Saved data entries
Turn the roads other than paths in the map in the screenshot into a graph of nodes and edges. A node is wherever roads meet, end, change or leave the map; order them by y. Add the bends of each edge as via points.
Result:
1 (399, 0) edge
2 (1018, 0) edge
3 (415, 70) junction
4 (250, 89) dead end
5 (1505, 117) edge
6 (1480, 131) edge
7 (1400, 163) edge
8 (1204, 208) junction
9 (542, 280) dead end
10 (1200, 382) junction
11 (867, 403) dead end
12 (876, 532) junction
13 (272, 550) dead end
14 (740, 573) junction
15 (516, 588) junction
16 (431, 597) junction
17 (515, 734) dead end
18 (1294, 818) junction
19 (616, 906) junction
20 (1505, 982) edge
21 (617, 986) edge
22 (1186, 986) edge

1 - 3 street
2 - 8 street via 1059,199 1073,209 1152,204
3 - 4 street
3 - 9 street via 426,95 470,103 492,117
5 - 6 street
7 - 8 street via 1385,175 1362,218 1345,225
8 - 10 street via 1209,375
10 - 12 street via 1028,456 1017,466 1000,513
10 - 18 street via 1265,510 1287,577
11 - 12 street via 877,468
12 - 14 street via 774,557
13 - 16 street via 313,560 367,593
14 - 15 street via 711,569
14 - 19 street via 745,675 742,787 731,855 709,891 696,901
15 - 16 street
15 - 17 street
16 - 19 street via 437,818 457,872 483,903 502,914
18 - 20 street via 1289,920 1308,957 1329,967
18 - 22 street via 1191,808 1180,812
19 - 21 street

◆ Task details:
Each record must be repeated exactly as it is.

◆ Response to the exercise:
Turn the roads other than paths in the map in the screenshot into a graph of nodes and edges. A node is wherever roads meet, end, change or leave the map; order them by y. Add the bends of each edge as via points.
Result:
1 (399, 0) edge
2 (1018, 0) edge
3 (415, 70) junction
4 (250, 89) dead end
5 (1505, 117) edge
6 (1480, 131) edge
7 (1400, 163) edge
8 (1204, 208) junction
9 (542, 280) dead end
10 (1200, 382) junction
11 (867, 403) dead end
12 (876, 532) junction
13 (272, 550) dead end
14 (740, 573) junction
15 (516, 588) junction
16 (431, 597) junction
17 (515, 734) dead end
18 (1294, 818) junction
19 (616, 906) junction
20 (1505, 982) edge
21 (617, 986) edge
22 (1186, 986) edge

1 - 3 street
2 - 8 street via 1059,199 1073,209 1152,204
3 - 4 street
3 - 9 street via 426,95 470,103 492,117
5 - 6 street
7 - 8 street via 1385,175 1362,218 1345,225
8 - 10 street via 1209,375
10 - 12 street via 1028,456 1017,466 1000,513
10 - 18 street via 1265,510 1287,577
11 - 12 street via 877,468
12 - 14 street via 774,557
13 - 16 street via 313,560 367,593
14 - 15 street via 711,569
14 - 19 street via 745,675 742,787 731,855 709,891 696,901
15 - 16 street
15 - 17 street
16 - 19 street via 437,818 457,872 483,903 502,914
18 - 20 street via 1289,920 1308,957 1329,967
18 - 22 street via 1191,808 1180,812
19 - 21 street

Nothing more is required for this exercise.